![[Logo] Mathematics @ Instituto Superior Técnico](/img/DM_Ersatz.svg "Mathematics @ Instituto Superior Técnico")
25/07/2014, 14:30 — 15:30 — Room P3.10, Mathematics Building
Frank-Olme Speck, Instituto Superior Técnico, Universidade de Lisboa
Wiener-Hopf factorization through an intermediate space
An operator factorization conception is investigated for a general Wiener-Hopf operator $W = P_2 A|{P_1 X}$ in asymmetric Banach space setting.
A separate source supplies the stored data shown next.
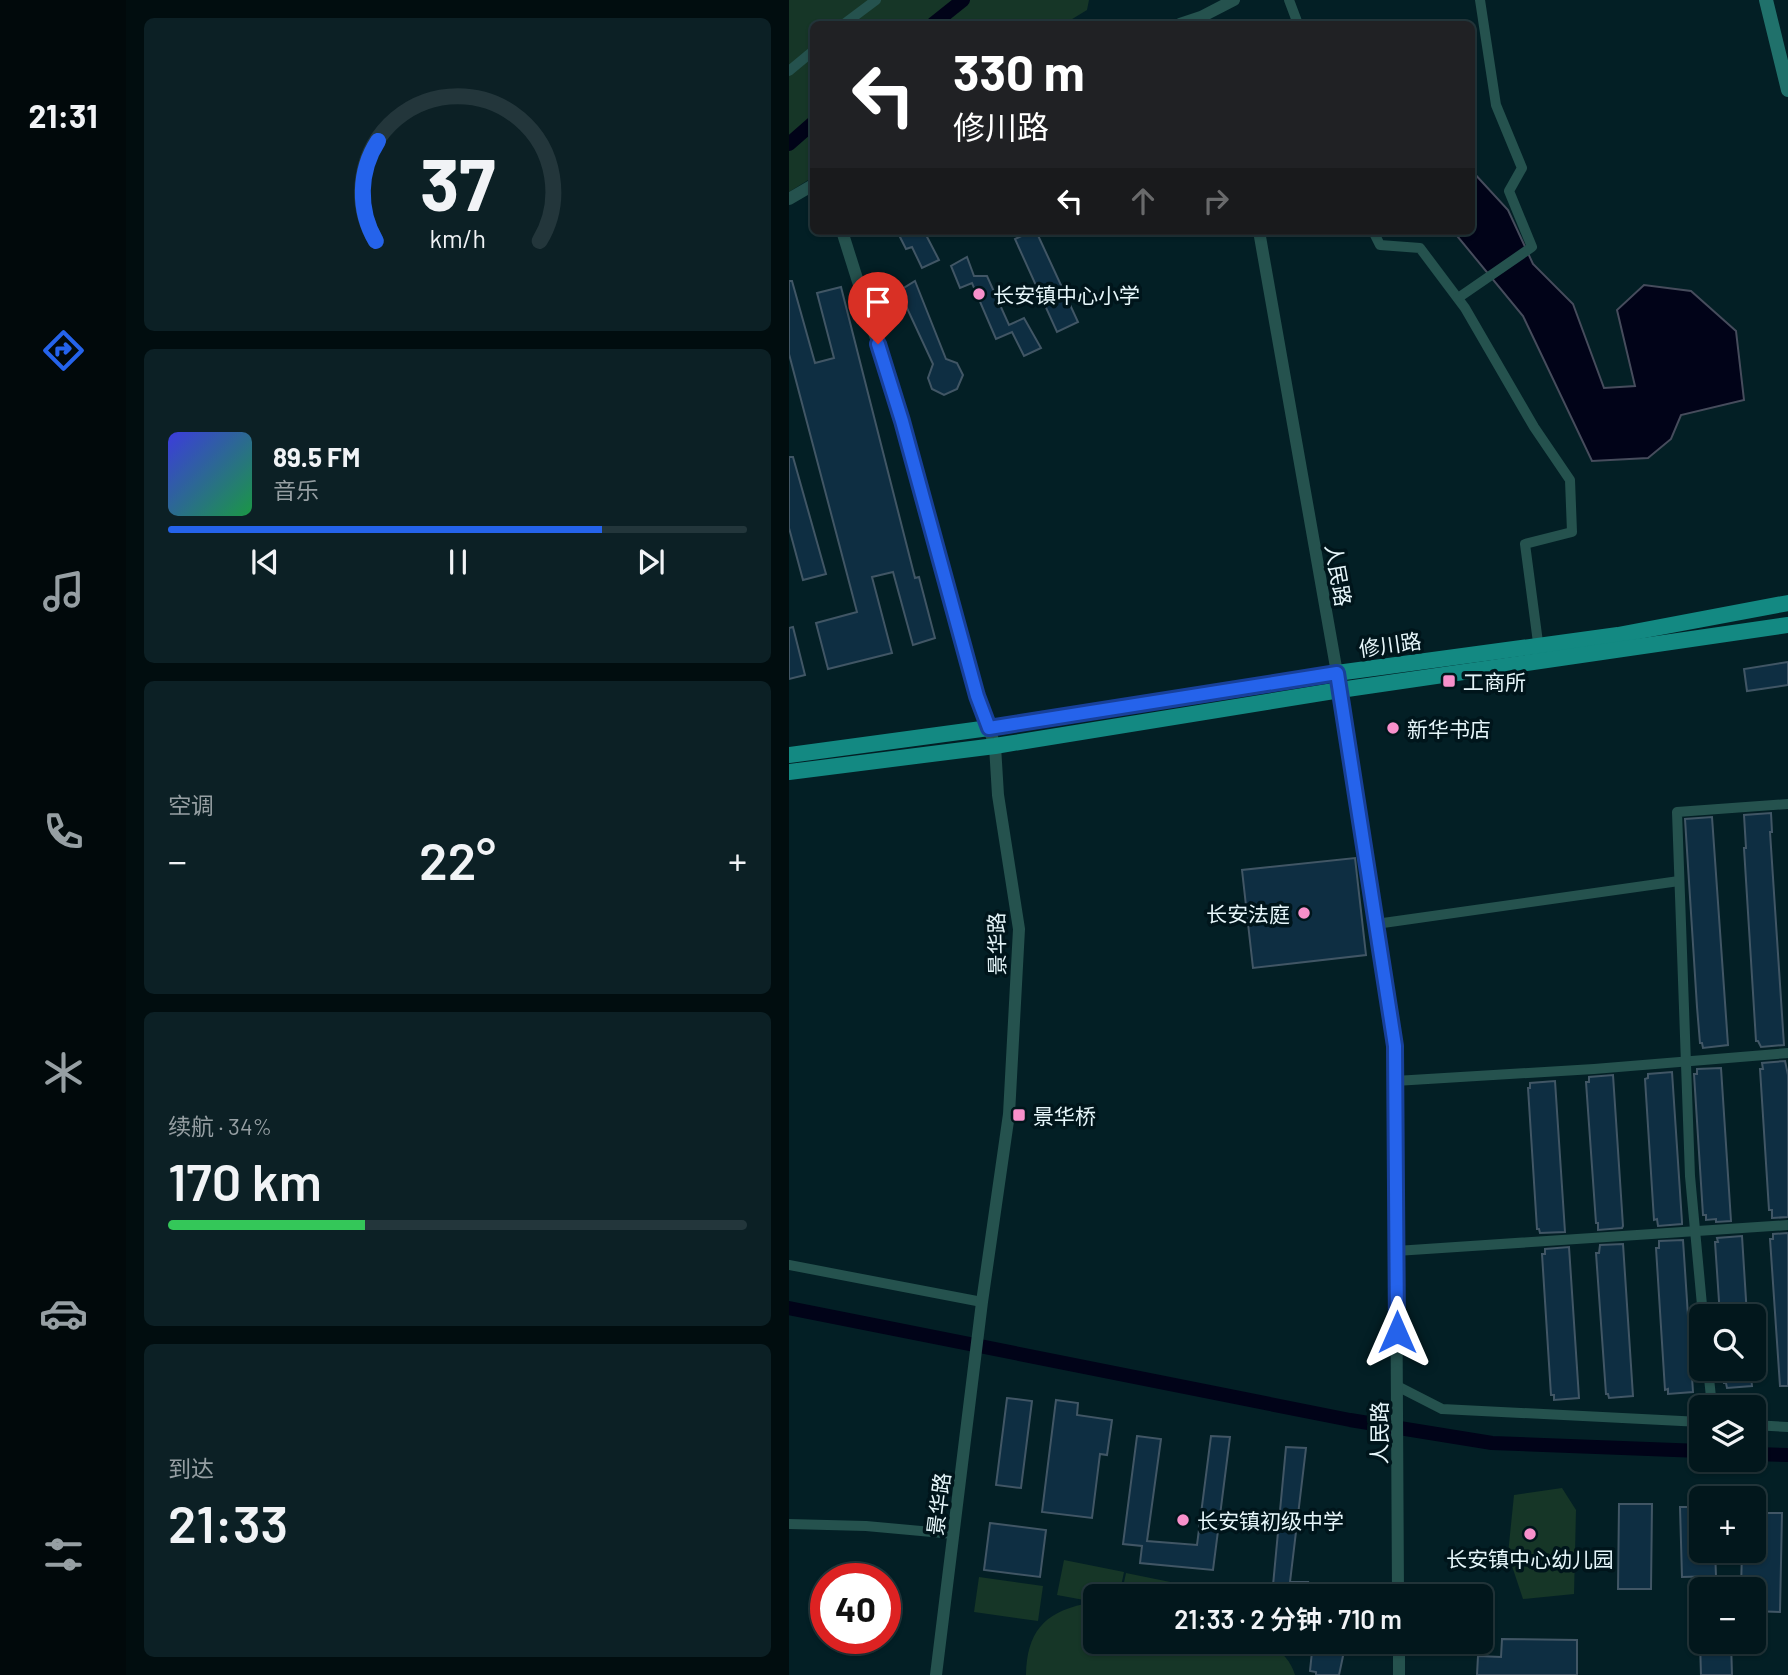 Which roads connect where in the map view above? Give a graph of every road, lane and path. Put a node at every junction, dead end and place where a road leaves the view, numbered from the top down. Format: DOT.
graph roads {
  1 [pos="876,0"];
  2 [pos="1234,0"];
  3 [pos="1289,0"];
  4 [pos="1480,0"];
  5 [pos="1766,0"];
  6 [pos="1210,19"];
  7 [pos="848,21"];
  8 [pos="1297,21"];
  9 [pos="810,54"];
  10 [pos="789,71"];
  11 [pos="1788,90"];
  12 [pos="810,187"];
  13 [pos="789,199"];
  14 [pos="843,235"];
  15 [pos="1260,235"];
  16 [pos="1375,235"];
  17 [pos="1458,298"];
  18 [pos="1788,603"];
  19 [pos="1788,625"];
  20 [pos="1539,653"];
  21 [pos="1337,673"];
  22 [pos="1340,690"];
  23 [pos="989,728"];
  24 [pos="995,746"];
  25 [pos="789,755"];
  26 [pos="789,772"];
  27 [pos="1788,804"];
  28 [pos="1679,881"];
  29 [pos="1376,924"];
  30 [pos="1788,1053"];
  31 [pos="1686,1061"];
  32 [pos="1395,1081"];
  33 [pos="1788,1225"];
  34 [pos="1695,1231"];
  35 [pos="1396,1251"];
  36 [pos="789,1265"];
  37 [pos="982,1302"];
  38 [pos="1702,1304"];
  39 [pos="1397,1391"];
  40 [pos="1689,1421"];
  41 [pos="1766,1426"];
  42 [pos="1788,1427"];
  43 [pos="789,1524"];
  44 [pos="954,1534"];
  45 [pos="1398,1584"];
  46 [pos="1399,1654"];
  47 [pos="936,1675"];
  48 [pos="1399,1675"];
  1 -- 7 [label="street"];
  2 -- 6 [label="street"];
  3 -- 8 [label="street"];
  4 -- 17 [label="street"];
  5 -- 11 [label="main road"];
  9 -- 10 [label="street"];
  12 -- 13 [label="street"];
  14 -- 23 [label="street, 景华路"];
  15 -- 21 [label="street, 人民路"];
  16 -- 17 [label="street"];
  17 -- 20 [label="street"];
  18 -- 20 [label="main road, 修川路"];
  19 -- 20 [label="main road, 修川路"];
  20 -- 21 [label="main road, 修川路"];
  20 -- 22 [label="main road, 修川路"];
  21 -- 22 [label="street, 人民路"];
  21 -- 23 [label="main road, 修川路"];
  22 -- 24 [label="main road, 修川路"];
  22 -- 29 [label="street, 人民路"];
  23 -- 24 [label="street, 景华路"];
  23 -- 25 [label="main road, 修川路"];
  24 -- 26 [label="main road, 修川路"];
  24 -- 37 [label="street, 景华路"];
  27 -- 28 [label="street"];
  28 -- 29 [label="street"];
  28 -- 31 [label="street"];
  29 -- 32 [label="street, 人民路"];
  30 -- 31 [label="street"];
  31 -- 32 [label="street"];
  31 -- 34 [label="street"];
  32 -- 35 [label="street, 人民路"];
  33 -- 34 [label="street"];
  34 -- 35 [label="street"];
  34 -- 38 [label="street"];
  35 -- 39 [label="street, 人民路"];
  36 -- 37 [label="street"];
  37 -- 44 [label="street, 景华路"];
  39 -- 40 [label="street"];
  39 -- 45 [label="street, 人民路"];
  41 -- 42 [label="street"];
  43 -- 44 [label="street"];
  44 -- 47 [label="street, 景华路"];
  46 -- 48 [label="street"];
}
Namely, we study a particular factorization of the underlying operator $A = A_- C A_+$ where $A_+$ and $A_-$ are strong Wiener-Hopf factors and the cross factor $C$ maps an "intermediate space" $Z$ onto itself such that $Z$ is split into complemented subspaces closely related to the kernel and cokernel of $W$ and, moreover, such that $W$ is toplinear equivalent to a "simpler" symmetric Wiener-Hopf operator, $W \sim P C|_{PX}$.The main result shows equivalence between the generalized invertibility of the Wiener-Hopf operator and this kind of factorization (provided $P_1 \sim P_2$) which implies a formula for a generalized inverse of $W$. The conception embraces I.B. Simonenko's generalized factorization of matrix measurable functions in $L^p$ spaces and various other factorization approaches, particularly factorization of bounded into unbounded operators. It is quite different from the cross factorization approach and more useful in many applications. Some connected theoretical questions are answered such as: How to transform different kinds of factorization into each other? When is $W$ itself the truncation of a cross factor?